Lead-halide perovskites are a family of semiconductor materials with excellent optoelectronic properties ideally suited for next-generation photovoltaic and light-emitting applications. Particularly, inorganic perovskites CsPbX3 are drawing increasing research interests owing to their enhanced stability toward moisture, oxygen, and heat, compared to the organic-inorganic hybrid perovskites (e.g. methylammonium lead iodide). However, the fundamental understandings of intrinsic physical properties in inorganic perovskites are still elusive.
Comparing to traditional semiconductors, the halide perovskites have highly reconfigurable crystal structure with relatively easy structural rearrangements and facile ion migration. In chapter 1, the brief introduction of halide perovskites and their unique soft ionic lattice is discussed. There are rich structural phase transitions in the inorganic perovskites owing to their soft and dynamical ionic lattice. The fundamental understanding of intrinsic phase transition behavior is still elusive as the previous study mostly focus on the inhomogenous polycrystalline thin film. Semiconductor nanowires are considered as a good perform for studying their intrinsic physical properties and potential building blocks for various applications in electronics, optoelectronics and energy harvesting. In chapter 2, I developed a novel synthetic method to grow CsPbI3 nanowires, which serve an excellent platform to the intrinsic phase transition. CsPbI3 nanowires undergo a structural phase transition from a non-perovskite to a perovskite phase with thermal heating with significant differences in optical and electric properties. The transformed perovskite phase exhibits meta-stability in inert atmosphere. In chapter 3, we discuss that moisture could introduce halide vacancy in the crystal lattice and lowers the kinetic barrier from perovskite phase to non-perovskite phase, resulting in a reverse phase transition. Via stable, controllable and reversible phase transition, we further realize robust thermochromic solar cells for smart photovoltaic window applications.

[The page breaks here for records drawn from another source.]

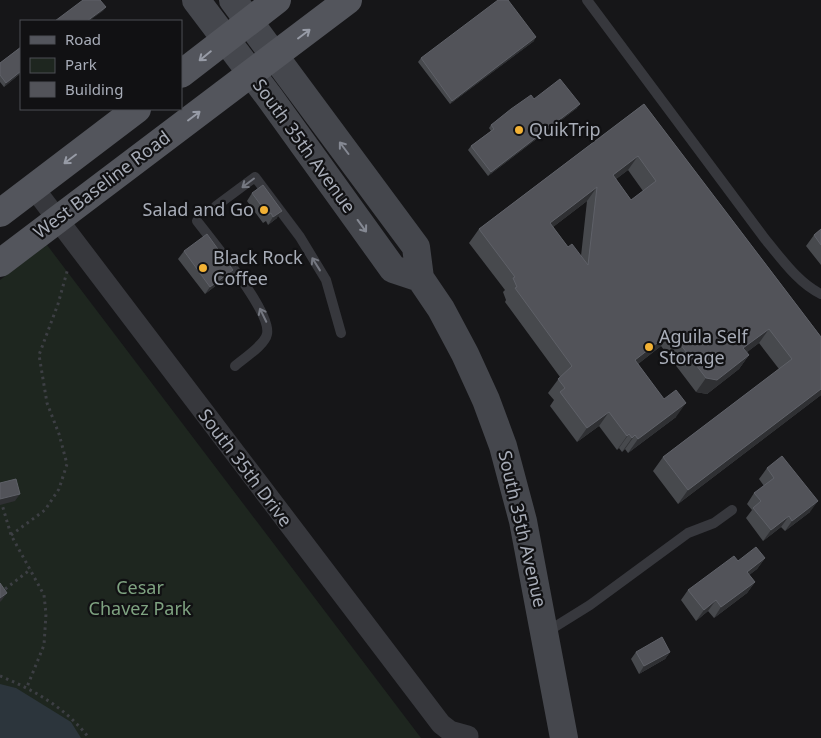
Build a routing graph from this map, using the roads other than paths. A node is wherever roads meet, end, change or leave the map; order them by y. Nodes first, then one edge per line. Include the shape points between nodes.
1 (196, 0) edge
2 (277, 0) edge
3 (348, 0) edge
4 (587, 0) edge
5 (241, 11) edge
6 (225, 39) junction
7 (275, 55) junction
8 (182, 73) edge
9 (251, 73) junction
10 (136, 110) edge
11 (33, 187) junction
12 (216, 206) dead end
13 (0, 213) edge
14 (57, 219) junction
15 (197, 221) dead end
16 (0, 262) edge
17 (420, 278) junction
18 (821, 294) edge
19 (341, 334) dead end
20 (235, 366) dead end
21 (732, 510) dead end
22 (544, 633) junction
23 (468, 736) dead end
24 (564, 738) edge

1 - 6 main road, South 35th Avenue
2 - 5 main road
7 -> 3 main road, West Baseline Road
4 - 18 lane via 765,239 792,271
5 - 6 main road
5 - 7 main road, South 35th Avenue
6 -> 8 main road
6 - 9 main road, South 35th Avenue
7 - 9 main road, West Baseline Road
17 -> 7 main road, South 35th Avenue via 416,246
14 -> 9 main road, West Baseline Road
9 -> 17 main road, South 35th Avenue via 392,269
10 -> 11 main road
11 - 13 main road
11 - 14 street, South 35th Drive
19 -> 12 lane via 326,280 300,237 256,177
14 - 16 main road, West Baseline Road
14 - 23 street, South 35th Drive via 441,724 450,731
20 -> 15 lane via 263,342 268,326 251,292
17 - 22 main road, South 35th Avenue via 466,354 503,446 523,521
21 - 22 lane via 714,524 688,533 590,605
22 - 24 main road, South 35th Avenue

Another feature of the soft ionic lattice is facile ion migration. Anion exchange chemistry was demonstrated in CsPbX3 nanostructures with high photoluminescence efficiency throughout the exchange reaction. Nanostructured perovskite heterojunctions are considered as promising building components to extension in high-density modern optoelectronic applications. In chapter 4, we demonstrate CsPbX3 nanowire halide heterojunctions via developing a novel localized anion exchange. These well-defined heterostructures show high spatially resolved down to about 500 nm with RGB multi-color emission, which represent key building blocks for high-resolution displays. Similarly, CsSnBr3-CsPbBr3 cation heterojunction nanowires can be further realized via localized cation exchange. Beyond potential device applications, Nanostructured perovskite heterojunctions enable rich fundamental study, such as the solid-state ion interdiffusion dynamics. In chapter 5, the intrinsic solid-solid anion exchange dynamics can be spatially resolved in these perovskite hetero-junction nanowires through confocal imaging techniques. The intrinsic anion diffusivity in single-crystalline system can be obtained quantitatively. Halide diffusivities were found to be between 10−13 and ∼10−12 cm2/second at about 100 °C, which are several orders of magnitudes lower than those reported in polycrystalline thin films. Vacancy formation free energies computed from molecular simulation are small due to the easily deformable perovskite lattice, accounting for the high equilibrium vacancy concentration.
In a short summary, during my Ph.D research, I have done pioneering work on inorganic perovskite CsPbX3 (X = Cl, Br, I) nanowires synthesis and the systematical study of phase transition dynamics and anion exchange using these single-crystal nanowires platform. My work not only enriches the fundamental understandings in this new class of semiconductor materials but also offer guidelines for engineering the perovskite materials with novel functional devices.